Chapter 5 The Mechanics of learning
A summary of chapter 5 part 1 of Deep learning with PyTorch.
- Lets choose a linear model as a first try
- Next we have to define a loss funtion
- Down along the gradient
- Getting analytical
- Iterating to fit the model
- OVERTRAINING
- Normalizing inputs
How is it exactly that a machine learns?
In world of Machine learning or Deep learning, learning can be considered as " when a learning algorithm is presented with input data that is paired with desired outputs. And once learning has occurred, that algorithm will be capable of producing correct outputs when it is fed new data that is similar enough to the input data it was trained on".
Let's take an ancient example how Johannes Kepler, a German mathematical astronomer (1571–1630), has figured out the planatory motion along with his mentor with naked eye observations.
His research consists of following steps:
-
Got lots of good data from his friend Brahe (not without some struggle)
-
Tried to visualize the heck out of it, because he felt there was something fishy going on
- Chose the simplest possible model that had a chance to fit the data (an ellipse)
- Split the data so that he could work on part of it and keep an independent set for validation
- Started with a tentative eccentricity and size for the ellipse and iterated until the model fit the observations.
- Validated his model on the independent observations
- Looked back in disbelief
This is exactly what we will set out to do in order to learn something from data. In fact, there is virtually no difference between saying that we’ll fit the data or that we’ll make an algorithm learn from data.
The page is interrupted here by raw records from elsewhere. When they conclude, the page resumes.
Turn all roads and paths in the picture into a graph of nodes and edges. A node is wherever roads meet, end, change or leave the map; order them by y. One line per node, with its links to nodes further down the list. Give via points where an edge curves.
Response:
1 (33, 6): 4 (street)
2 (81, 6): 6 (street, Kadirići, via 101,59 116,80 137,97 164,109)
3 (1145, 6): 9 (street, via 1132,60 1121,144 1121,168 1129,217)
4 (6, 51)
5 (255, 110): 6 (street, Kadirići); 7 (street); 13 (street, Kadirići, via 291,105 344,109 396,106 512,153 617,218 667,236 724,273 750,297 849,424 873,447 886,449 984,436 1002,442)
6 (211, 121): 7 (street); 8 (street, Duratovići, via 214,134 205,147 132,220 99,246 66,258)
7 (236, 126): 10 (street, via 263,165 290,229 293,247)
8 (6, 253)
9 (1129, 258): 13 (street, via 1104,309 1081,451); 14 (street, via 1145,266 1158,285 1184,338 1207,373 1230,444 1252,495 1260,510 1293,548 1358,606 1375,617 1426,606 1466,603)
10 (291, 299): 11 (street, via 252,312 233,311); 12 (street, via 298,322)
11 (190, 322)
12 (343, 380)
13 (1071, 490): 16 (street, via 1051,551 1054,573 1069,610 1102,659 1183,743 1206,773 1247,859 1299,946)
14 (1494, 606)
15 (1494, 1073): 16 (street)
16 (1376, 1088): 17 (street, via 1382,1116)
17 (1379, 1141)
The process always involves a function with a number of unknown parameters whose values are estimated from data: in short, a model.
PyTorch is designed to make it easy to create models for which the derivatives of the fitting error, with respect to the parameters, can be expressed analytically.
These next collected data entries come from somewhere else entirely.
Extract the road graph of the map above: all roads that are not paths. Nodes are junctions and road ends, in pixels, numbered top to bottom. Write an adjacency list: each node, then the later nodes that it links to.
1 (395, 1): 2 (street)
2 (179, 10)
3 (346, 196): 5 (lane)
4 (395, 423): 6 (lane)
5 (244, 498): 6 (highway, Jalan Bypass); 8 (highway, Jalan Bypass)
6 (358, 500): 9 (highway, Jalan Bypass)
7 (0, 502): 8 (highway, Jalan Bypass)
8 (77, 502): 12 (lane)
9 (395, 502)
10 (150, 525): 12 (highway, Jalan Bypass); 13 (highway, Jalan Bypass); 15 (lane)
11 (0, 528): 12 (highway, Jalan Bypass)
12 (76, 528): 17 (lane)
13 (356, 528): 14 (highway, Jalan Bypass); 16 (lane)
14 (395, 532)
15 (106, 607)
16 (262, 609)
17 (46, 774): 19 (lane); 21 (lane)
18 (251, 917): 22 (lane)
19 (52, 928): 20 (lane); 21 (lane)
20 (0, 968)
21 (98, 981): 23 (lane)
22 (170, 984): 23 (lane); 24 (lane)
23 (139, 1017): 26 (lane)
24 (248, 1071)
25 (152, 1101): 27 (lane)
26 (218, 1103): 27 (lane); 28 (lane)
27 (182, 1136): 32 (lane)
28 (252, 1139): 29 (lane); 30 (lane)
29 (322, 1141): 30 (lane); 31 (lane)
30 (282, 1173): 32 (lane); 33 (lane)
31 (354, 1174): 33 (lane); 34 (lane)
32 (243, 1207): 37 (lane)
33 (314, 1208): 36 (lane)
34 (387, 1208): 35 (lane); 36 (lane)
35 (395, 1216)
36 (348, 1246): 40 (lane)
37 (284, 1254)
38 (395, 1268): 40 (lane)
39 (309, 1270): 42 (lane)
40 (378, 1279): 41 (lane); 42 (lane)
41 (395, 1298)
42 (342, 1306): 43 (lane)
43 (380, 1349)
Now we'll learn how we can take data, choose a model, and estimate the parameters of the model so that it will give good predictions on new data.
Given input data and the corresponding desired outputs (ground truth), as well as initial values for the weights, the model is fed input data (forward pass), and a measure of the error is evaluated by comparing the resulting outputs to the ground truth. In order to optimize the parameter of the model—its weights—the change in the error following a unit change in weights (that is, the gradient of the error with respect to the parameters) is computed using the chain rule for the derivative of a composite function (backward pass). The value of the weights is then updated in the direction that leads to a decrease in the error. The procedure is repeated until the error, evaluated on unseen data, falls below an acceptable level. If what we just said sounds obscure, we’ve got a whole chapter to clear things up.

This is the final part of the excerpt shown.